2 novembre 2010
De la santé mentale des réfugiés
Il est souvent question des conditions socio-économiques et sanitaires lamentables dans lesquelles vivent les réfugiés palestiniens au Liban, mais on évoque très peu la santé mentale de ces derniers.
Exposés depuis longtemps à la violence et vivant, de génération en génération, avec le sentiment d’être dépouillés de leur citoyenneté, de leurs terres et de leur fierté, beaucoup de ces réfugiés développent des troubles psychiques et comportementaux.
Les enfants sont les premiers à en pâtir. Témoins impuissants de tueries, de guerres, de démolitions de maisons et d’autres événements violents, ils entament leur vie avec anxiété, peur et désespoir. À Gaza, comme dans les camps de réfugiés au Liban, il y a peu de place pour l’épanouissement, tant les privations sont multiples. Les enfants vivent alors en marge de l’enfance, propulsés précocement et malgré eux dans l’âge adulte, celui des conflits et du militantisme, armé ou politique.
Les femmes vivant dans les camps sont aussi vulnérables. Outre les traumatismes qu’elles subissent en raison des violences multiples et répétées, elles sont parfois, comme les enfants, l’exutoire de la colère des hommes. Victimes de violence domestique, elles sont aussi appelées à jouer le rôle de pourvoyeuse de la famille quand le mari, mort, handicapé ou exilé, n’est plus là pour subvenir aux besoins des enfants.
Abdel Hamid Afana, psychothérapeute palestinien établi à Montréal, s’est beaucoup intéressé à la santé mentale des réfugiés palestiniens. Il nous livre son analyse dans cette entrevue [1].
3 novembre 2010
Apatride
Ahmad Rustom, 32 ans, est un Palestinien du Liban. Il est né dans le camp de réfugiés palestiniens d’El-Bass, au sud de Tyr. Il avait seulement un an quand son père a réussi l’exploit d’acheter une maison dans la ville de Saïda. Ce fut la délivrance pour la famille, après des années de vie dans des conditions précaires.
Ahmad s’estime chanceux de ne pas avoir goûté, comme ses parents et ses autres frères, aux affres de la vie dans un camp de réfugiés. Il vit depuis 2001 au Canada et est marié depuis 2004 avec une Québécoise.

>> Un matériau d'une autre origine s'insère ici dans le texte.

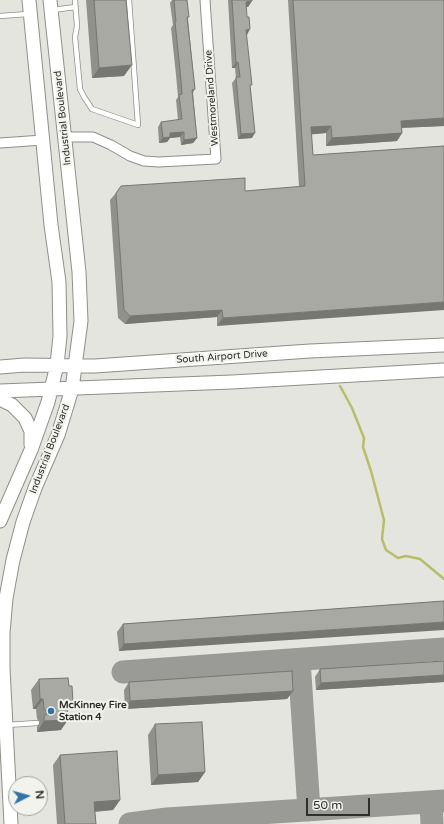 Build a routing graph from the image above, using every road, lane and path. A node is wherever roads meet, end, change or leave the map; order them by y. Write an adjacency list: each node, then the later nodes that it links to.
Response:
1 (29, 0): 7 (main road, Industrial Boulevard)
2 (75, 0): 6 (lane)
3 (129, 0): 6 (lane)
4 (205, 0): 9 (street, Westmoreland Drive)
5 (51, 5): 6 (lane); 9 (main road, Industrial Boulevard)
6 (75, 7)
7 (30, 14): 8 (lane); 10 (main road, Industrial Boulevard)
8 (0, 16)
9 (64, 137): 10 (main road); 14 (main road, Industrial Boulevard)
10 (43, 140): 11 (street); 13 (main road, Industrial Boulevard)
11 (0, 143)
12 (444, 345): 14 (main road, South Airport Drive)
13 (57, 365): 14 (main road, South Airport Drive); 15 (main road, South Airport Drive); 17 (main road, Industrial Boulevard)
14 (77, 366): 18 (main road, Industrial Boulevard)
15 (0, 367)
16 (444, 370): 18 (main road)
17 (52, 389): 18 (main road); 19 (main road); 21 (main road, Industrial Boulevard)
18 (72, 389): 24 (main road, Industrial Boulevard)
19 (0, 391)
20 (0, 399): 21 (main road)
21 (31, 450): 22 (main road, Industrial Boulevard)
22 (0, 521)
23 (37, 723): 24 (lane)
24 (3, 726): 25 (main road, Industrial Boulevard)
25 (11, 824) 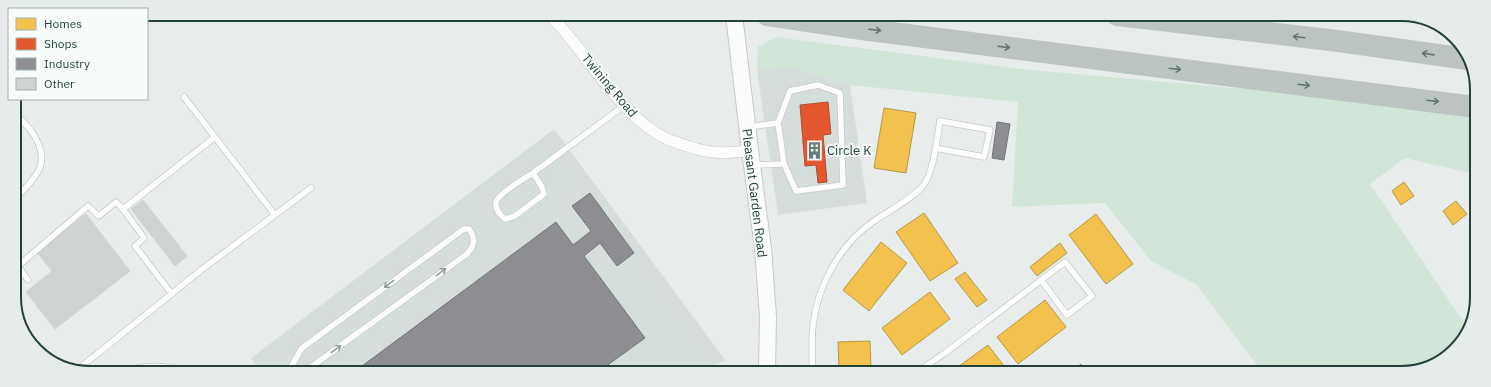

Il prépare présentement un baccalauréat en urbanisme à l’Université de Montréal.
Avant de s’installer au Québec, Ahmad a déjà vécu en Turquie, où il a obtenu un diplôme universitaire en génie chimique. Mais étant Palestinien, il ne pouvait retourner au Liban pour y exercer son métier d’ingénieur, car dans son pays natal, plusieurs professions demeurent interdites aux réfugiés, comme celle de médecin, de pharmacien, d’avocat, etc. Il a donc décidé, comme beaucoup d’autres Palestiniens scolarisés, d’emprunter à nouveau le chemin de l’exil dans l’espoir de s’épanouir sous d’autres cieux et d’aider sa famille, qui est restée à Saïda.
S’il n’a pas vécu dans un camp de réfugiés, Ahmad sait très bien de quoi est fait le quotidien dans ces espaces surpeuplés, exigus, sales et dépourvus du moindre confort. Il en parle avec beaucoup de peine. Plusieurs de ses proches vivent encore à El-Bass, qu’il lui arrive de visiter pendant ses vacances au Liban.
Comme tous les autres Palestiniens, Ahmad vit avec le rêve de retourner un jour dans le village de ses ancêtres. Il brûle d’envie d’y aller pour humer la terre de la Palestine et voir de ses propres yeux les oliviers et les figuiers, qui ont peuplé les récits de ses parents. Autant d’histoires qui ont bercé son enfance.
Dans l’entrevue qu’il m’a accordée, Ahmad parle de son parcours et de la vie difficile dans les camps de réfugiés palestiniens au Liban. Il évoque aussi, avec émotion, son statut d’apatride avec lequel il a grandi. Les territoires palestiniens ne constituant pas encore officiellement un État, il ne peut prétendre à une nationalité palestinienne. Il est donc apatride, sans nationalité reconnue, même s’il est né et a grandi au Liban, car ce pays n’accorde pas la citoyenneté aux réfugiés palestiniens.